Heat waves are generally capable of occurring at any geographic location. These weather phenomenon usually occur when large quantities of cool, dry air masses become stationary over an area for long periods of time. Warm, moist air from the Gulf of Mexico, the Mediterranean sea or any other large bodies of water then become presented underneath the stationary cool air mass. The cool air masses causes process of inversion to occur, which is unsuitable for clouds to develop. Without the presence of clouds, more severe radiation can be exposed upon an area, causing temperatures to increase at rapid rates. With the presence of Global Warming, heatwaves will be most likely to increase in occurrences.

Cold waves

A cold wave is a weather phenomenon that is distinguished by a cooling of the air. Specifically, as used by the U.S. National Weather Service, a cold wave is a rapid fall in temperature within a 24 hour period requiring substantially increased protection to agriculture, industry, commerce, and social activities. The precise criterion for a cold wave is determined by the rate at which the temperature falls, and the minimum to which it falls. This minimum temperature is dependent on the geographical region and time of year. Cold waves generally are capable of occurring any geological location and are formed by large cool air masses that accumulate over certain regions, caused by movements of air streams.

A cold wave can cause death and injury to livestock and wildlife. Exposure to cold mandates greater caloric intake for all animals, including humans, and if a cold wave is accompanied by heavy and persistent snow, grazing animals may be unable to reach necessary food and water, and die of hypothermia or starvation. They often necessitate the purchase of foodstuffs at considerable cost to farmers to feed livestock. Human population can be inflicted with possibility of frostbites when exposed to extended periods of time within the duration of a cold waves, resulting in the lose of limbs and damages to internal organs.

Extreme winter cold often causes poorly insulated water pipelines and mains to freeze. Even some poorly-protected indoor plumbing ruptures as water expands within them, causing much damage to property and costly insurance claims. Fires, paradoxically, become even more of a hazard during extreme cold. Water mains may break and water supplies may become unreliable, making firefighting more difficult.

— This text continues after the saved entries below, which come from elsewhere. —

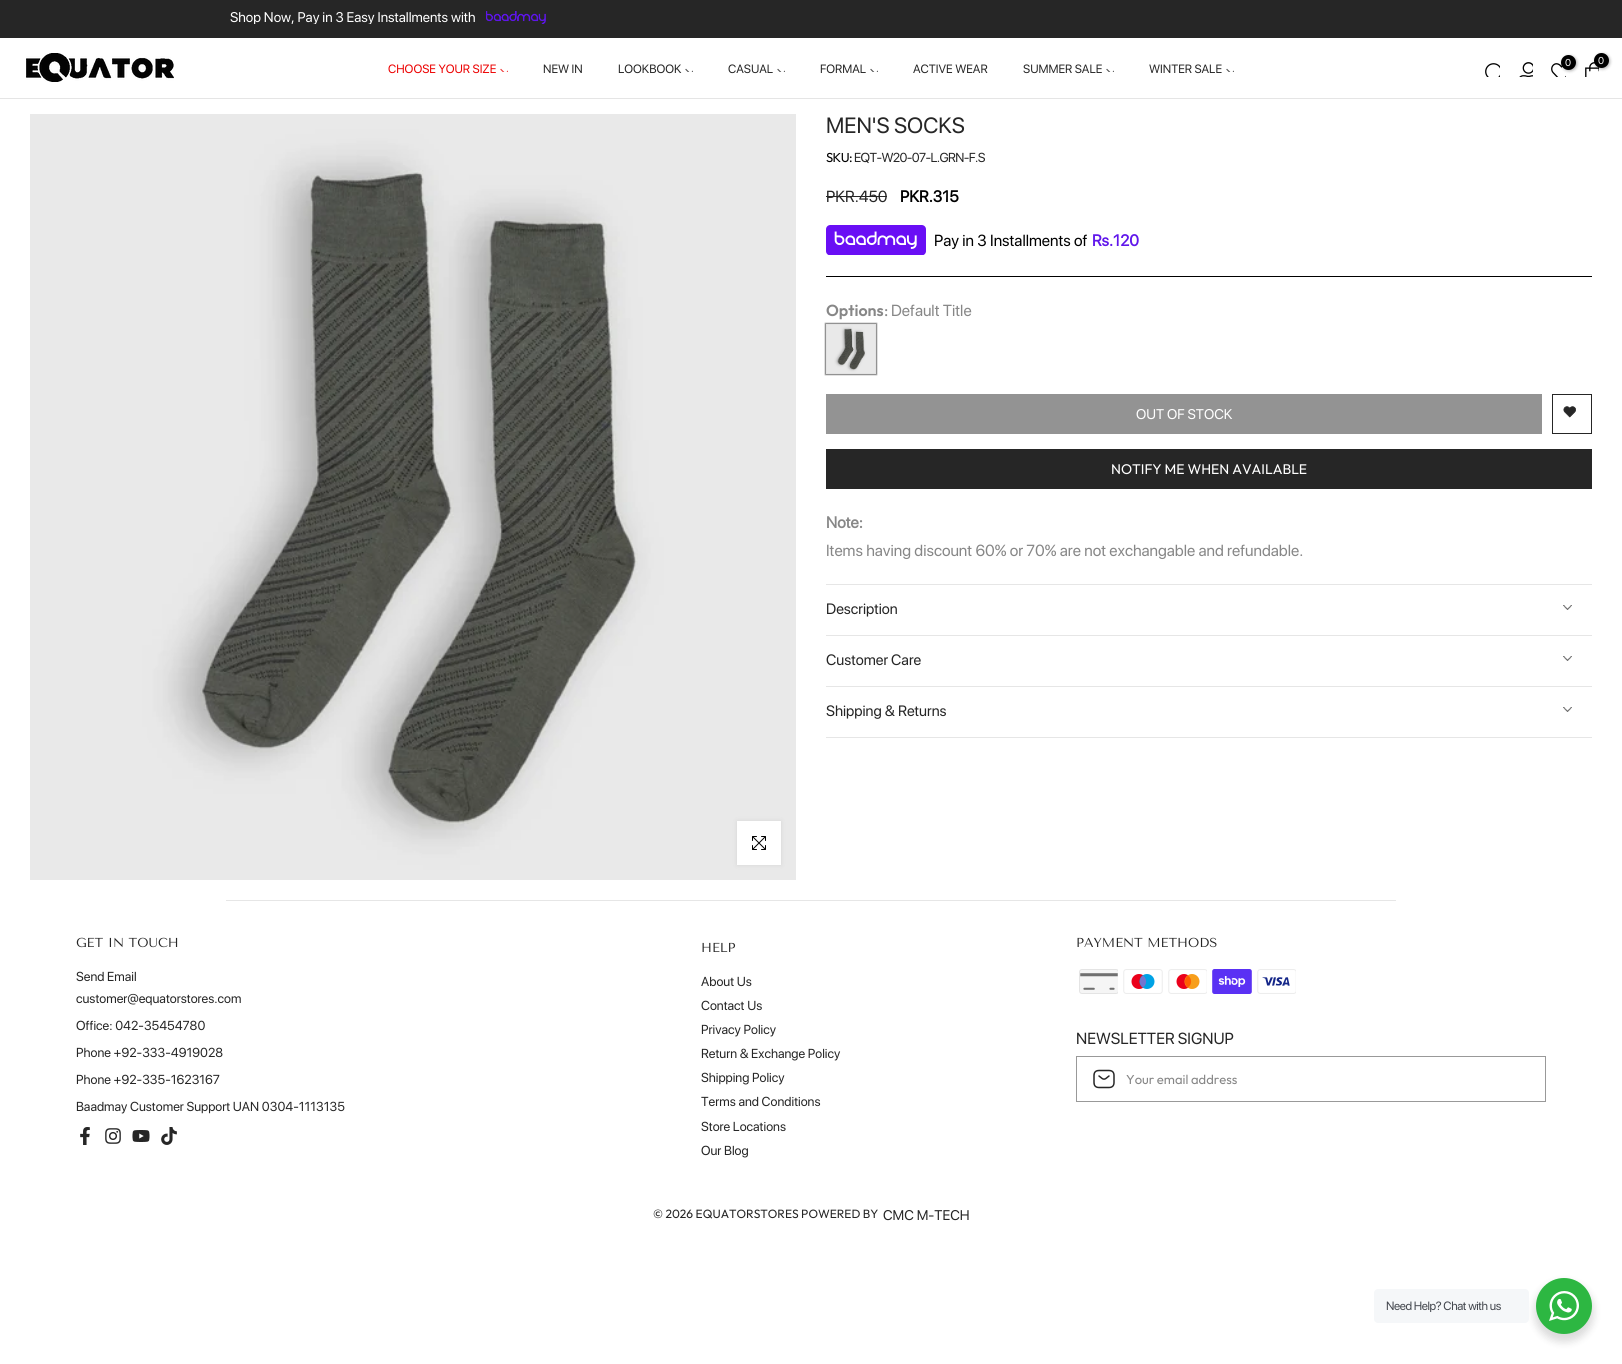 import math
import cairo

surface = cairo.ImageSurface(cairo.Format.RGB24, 1622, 1364)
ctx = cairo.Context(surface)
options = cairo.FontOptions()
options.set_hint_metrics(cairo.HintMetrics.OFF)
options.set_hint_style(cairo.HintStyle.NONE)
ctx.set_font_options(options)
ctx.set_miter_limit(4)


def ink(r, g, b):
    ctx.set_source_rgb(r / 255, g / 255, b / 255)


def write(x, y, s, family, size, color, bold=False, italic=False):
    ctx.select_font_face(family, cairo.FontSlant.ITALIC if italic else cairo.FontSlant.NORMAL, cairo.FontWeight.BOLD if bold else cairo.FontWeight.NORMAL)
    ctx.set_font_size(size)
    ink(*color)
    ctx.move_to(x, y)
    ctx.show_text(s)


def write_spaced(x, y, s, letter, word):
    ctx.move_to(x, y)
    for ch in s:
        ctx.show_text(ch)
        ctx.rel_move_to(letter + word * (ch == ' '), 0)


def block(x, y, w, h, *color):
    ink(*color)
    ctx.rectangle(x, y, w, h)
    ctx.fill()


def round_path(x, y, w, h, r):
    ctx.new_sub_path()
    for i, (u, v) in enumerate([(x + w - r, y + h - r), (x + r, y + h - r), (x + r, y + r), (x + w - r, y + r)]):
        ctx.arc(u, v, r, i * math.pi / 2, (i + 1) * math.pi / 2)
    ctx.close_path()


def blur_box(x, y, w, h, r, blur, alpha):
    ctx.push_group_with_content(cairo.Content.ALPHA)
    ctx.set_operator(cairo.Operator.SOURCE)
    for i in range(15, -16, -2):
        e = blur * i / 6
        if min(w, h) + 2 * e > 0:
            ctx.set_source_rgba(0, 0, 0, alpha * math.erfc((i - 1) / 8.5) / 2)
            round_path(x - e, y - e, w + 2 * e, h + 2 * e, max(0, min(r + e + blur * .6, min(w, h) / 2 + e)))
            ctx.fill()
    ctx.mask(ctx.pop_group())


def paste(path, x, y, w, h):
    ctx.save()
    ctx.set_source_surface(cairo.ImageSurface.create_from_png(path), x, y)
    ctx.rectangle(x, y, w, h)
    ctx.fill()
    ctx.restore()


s1 = dict(family="SF Pro Display", size=14, color=(255, 255, 255))
s2 = dict(family="SF Pro Display", size=10, color=(255, 255, 255))
s3 = dict(family="SF Pro Display", size=12, color=(236, 1, 1))
s4 = dict(family="SF Pro Display", size=12, color=(38, 38, 38))
s5 = dict(family="SF Pro Display", size=22, color=(38, 38, 38))
s6 = dict(family="SF Pro Display", size=16, color=(38, 38, 38))
s7 = dict(family="SF Pro Display", size=16, color=(0, 0, 0), bold=True)
s8 = dict(family="SF Pro Display", size=16, color=(0, 0, 0))
s9 = dict(family="SF Pro Display", size=16, color=(96, 22, 235), bold=True)
s10 = dict(family="Outfit SemiBold", size=16, color=(135, 135, 135))
s11 = dict(family="Outfit", size=16, color=(135, 135, 135))
s12 = dict(family="SF Pro Display", size=16, color=(135, 135, 135))
s13 = dict(family="Outfit", size=14, color=(255, 255, 255))
s14 = dict(family="SF Pro Display", size=16, color=(135, 135, 135), bold=True)
s15 = dict(family="SF Pro Display", size=15, color=(38, 38, 38))
s16 = dict(family="Tenor Sans", size=13, color=(38, 38, 38))
s17 = dict(family="SF Pro Display", size=13, color=(38, 38, 38))
s18 = dict(family="Outfit", size=13, color=(135, 135, 135))
s19 = dict(family="Outfit", size=12, color=(38, 38, 38))
s20 = dict(family="SF Pro Display", size=14, color=(38, 38, 38))

ink(255, 255, 255)
ctx.paint()
block(0, 0, 1622, 38, 38, 38, 38)
ctx.save()
ctx.rectangle(15, 6, 1187, 18)
ctx.clip()
write(230, 22, "Shop Now, Pay in 3 Easy Installments with", **s1)
ctx.restore()
paste("pic1.png", 486, 11, 60, 13)
block(0, 98, 1622, 1, 229, 229, 229)
paste("pic2.png", 26, 53, 148, 29)
paste("pic3.png", 1485, 63, 15, 14)
paste("pic4.png", 1519, 62, 14, 15)
paste("pic5.png", 1551, 63, 15, 14)
ink(0, 0, 0)
blur_box(1562, 56, 15, 15, 7.5, 1.5, 0.3)
ink(0, 0, 0)
ctx.arc(1568.5, 62.5, 7.5, 0, 2 * math.pi)
ctx.fill()
write(1565, 66, "0", **s2)
paste("pic6.png", 1585, 62, 14, 15)
ink(0, 0, 0)
blur_box(1595, 54, 15, 15, 7.5, 1.5, 0.3)
ink(0, 0, 0)
ctx.arc(1601.5, 60.5, 7.5, 0, 2 * math.pi)
ctx.fill()
write(1598, 64, "0", **s2)
write(388, 73, "CHOOSE YOUR SIZE", **s3)
ctx.save()
ctx.rectangle(500, 66, 8, 6)
ctx.clip()
ctx.new_path()
ctx.move_to(509.5, 69.5)
ctx.line_to(505.5, 74)
ctx.line_to(501, 69.5)
ink(240, 52, 52)
ctx.set_line_width(1.1)
ctx.set_line_cap(cairo.LineCap.SQUARE)
ctx.stroke()
ctx.restore()
write(543, 73, "NEW IN", **s4)
write(618, 73, "LOOKBOOK", **s4)
ctx.save()
ctx.rectangle(685, 66, 8, 6)
ctx.clip()
ctx.new_path()
ctx.move_to(694.5, 69.5)
ctx.line_to(690.5, 74)
ctx.line_to(686, 69.5)
ink(81, 81, 81)
ctx.set_line_width(1.1)
ctx.set_line_cap(cairo.LineCap.SQUARE)
ctx.stroke()
ctx.restore()
write(728, 73, "CASUAL", **s4)
ctx.save()
ctx.rectangle(777, 66, 8, 6)
ctx.clip()
ctx.new_path()
ctx.move_to(786.5, 69.5)
ctx.line_to(782.5, 74)
ctx.line_to(778, 69.5)
ink(81, 81, 81)
ctx.set_line_width(1.1)
ctx.set_line_cap(cairo.LineCap.SQUARE)
ctx.stroke()
ctx.restore()
write(820, 73, "FORMAL", **s4)
ctx.save()
ctx.rectangle(870, 66, 8, 6)
ctx.clip()
ctx.new_path()
ctx.move_to(879.5, 69.5)
ctx.line_to(875.5, 74)
ctx.line_to(871, 69.5)
ink(81, 81, 81)
ctx.set_line_width(1.1)
ctx.set_line_cap(cairo.LineCap.SQUARE)
ctx.stroke()
ctx.restore()
write(913, 73, "ACTIVE WEAR", **s4)
write(1023, 73, "SUMMER SALE", **s4)
ctx.save()
ctx.rectangle(1106, 66, 8, 6)
ctx.clip()
ctx.new_path()
ctx.move_to(1115.5, 69.5)
ctx.line_to(1111.5, 74)
ctx.line_to(1107, 69.5)
ink(81, 81, 81)
ctx.set_line_width(1.1)
ctx.set_line_cap(cairo.LineCap.SQUARE)
ctx.stroke()
ctx.restore()
write(1149, 73, "WINTER SALE", **s4)
ctx.save()
ctx.rectangle(1226, 66, 8, 6)
ctx.clip()
ctx.new_path()
ctx.move_to(1235.5, 69.5)
ctx.line_to(1231.5, 74)
ctx.line_to(1227, 69.5)
ink(81, 81, 81)
ctx.set_line_width(1.1)
ctx.set_line_cap(cairo.LineCap.SQUARE)
ctx.stroke()
ctx.restore()
paste("pic7.png", 30, 114, 766, 766)
ink(0, 0, 0)
blur_box(737, 821, 44, 44, 0, 2.5, 0.09)
block(737, 821, 44, 44, 255, 255, 255)
paste("pic8.png", 752, 836, 14, 14)
write(826, 133, "MEN'S SOCKS", **s5)
ctx.select_font_face("Outfit")
ctx.set_font_size(13)
ink(0, 0, 0)
write_spaced(826, 162, "SKU:", -0.6, 0)
ctx.select_font_face("SF Pro Display")
ink(38, 38, 38)
write_spaced(854, 162, "EQT-W20-07-L.GRN-F.S", -0.6, 0)
write(826, 202, "PKR.450", **s6)
block(826, 196, 61, 1, 38, 38, 38)
write(900, 202, "PKR.315", **s7)
block(826, 276, 766, 1, 0, 0, 0)
paste("pic9.png", 826, 225, 100, 30)
write(934, 246, "Pay in 3 Installments of", **s8)
write(1092, 246, "Rs.120", **s9)
write(826, 316, "Options", **s10)
write(884, 316, ":", **s11)
write(891, 316, "Default Title", **s12)
ink(0, 0, 0)
blur_box(825, 323, 52, 52, 0, 0.5, 0.49)
ctx.rectangle(826.5, 324.5, 49, 49)
ink(227, 227, 227)
ctx.set_line_width(1)
ctx.stroke()
paste("pic10.png", 827, 325, 48, 48)
block(826, 394, 716, 40, 147, 147, 147)
write(1136, 419, "OUT OF STOCK", **s1)
ctx.rectangle(1552.5, 394.5, 39, 39)
ink(38, 38, 38)
ctx.stroke()
paste("pic11.png", 1563, 406, 13, 12)
block(826, 449, 766, 40, 38, 38, 38)
write(1111, 474, "NOTIFY ME WHEN AVAILABLE", **s13)
write(826, 528, "Note:", **s14)
write(826, 556, "Items having discount 60% or 70% are not exchangable and refundable.", **s12)
block(826, 584, 766, 1, 230, 230, 230)
write(826, 614, "Description", **s15)
paste("pic12.png", 1563, 605, 9, 5)
block(826, 635, 766, 1, 230, 230, 230)
write(826, 665, "Customer Care", **s15)
paste("pic12.png", 1563, 656, 9, 5)
block(826, 686, 766, 1, 230, 230, 230)
block(826, 737, 766, 1, 230, 230, 230)
write(826, 716, "Shipping & Returns", **s15)
paste("pic12.png", 1563, 707, 9, 5)
block(226, 900, 1170, 1, 230, 230, 230)
write(76, 947, "GET IN TOUCH", **s16)
write(76, 981, "Send Email", **s17)
write(76, 1003, "customer@equatorstores.com", **s17)
write(76, 1030, "Office: 042-35454780", **s17)
write(76, 1057, "Phone +92-333-4919028", **s17)
write(76, 1084, "Phone +92-335-1623167", **s17)
write(76, 1111, "Baadmay Customer Support UAN 0304-1113135", **s17)
paste("pic13.png", 80, 1127, 10, 18)
paste("pic14.png", 105, 1128, 16, 16)
paste("pic15.png", 132, 1130, 18, 12)
paste("pic16.png", 161, 1127, 16, 18)
write(701, 952, "HELP", **s16)
write(701, 986, "About Us", **s17)
write(701, 1010, "Contact Us", **s17)
write(701, 1034, "Privacy Policy", **s17)
write(701, 1058, "Return & Exchange Policy", **s17)
write(701, 1082, "Shipping Policy", **s17)
write(701, 1106, "Terms and Conditions", **s17)
write(701, 1131, "Store Locations", **s17)
write(701, 1155, "Our Blog", **s17)
write(1076, 947, "PAYMENT METHODS", **s16)
paste("pic17.png", 1079, 969, 39, 25)
paste("pic18.png", 1123, 969, 40, 25)
paste("pic19.png", 1168, 969, 39, 25)
paste("pic20.png", 1212, 969, 40, 25)
paste("pic21.png", 1257, 969, 39, 25)
write(1076, 1044, "NEWSLETTER SIGNUP", **s6)
ctx.rectangle(1076.5, 1056.5, 469, 45)
ink(153, 153, 153)
ctx.stroke()
paste("pic22.png", 1093, 1069, 22, 20)
write(1126, 1084, "Your email address", **s18)
write(653, 1218, "© 2026 EQUATORSTORES POWERED BY", **s19)
write(883, 1220, "CMC M-TECH", **s20)
ink(0, 0, 0)
blur_box(1534, 1282, 60, 60, 30, 4, 0.14)
ink(245, 247, 249)
round_path(1374, 1289, 155, 34, 4)
ctx.fill()
ctx.set_font_size(12)
ink(67, 71, 78)
write_spaced(1386, 1310, "Need Help? Chat with us", -0.4, 0)
ink(45, 183, 66)
ctx.new_path()
ctx.arc(1564, 1306, 28, 0, 2 * math.pi)
ctx.fill()
paste("pic23.png", 1549, 1291, 30, 30)
surface.write_to_png("screenshot.png")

Cold waves that bring unexpected freezes and frosts during the growing season in mid-latitude zones can kill plants during the early and most vulnerable stages of growth, resulting in crop failure as plants are killed before they can be harvested economically. Such cold waves have caused famines. Cold waves can also cause soil particle to harden and freeze, making it harder for plants and vegetation to grow with these areas. At times as deadly to plants as drought, cold waves can leave a land in danger of later brush and forest fires that consume dead biomass. One extreme was the so-called Year Without a Summer of 1816, one of several years during the 1810s in which numerous crops failed during freakish summer cold snaps after volcanic eruptions that reduced incoming sunlight, and so reduce the amount of heat exposed upon the Earth surface.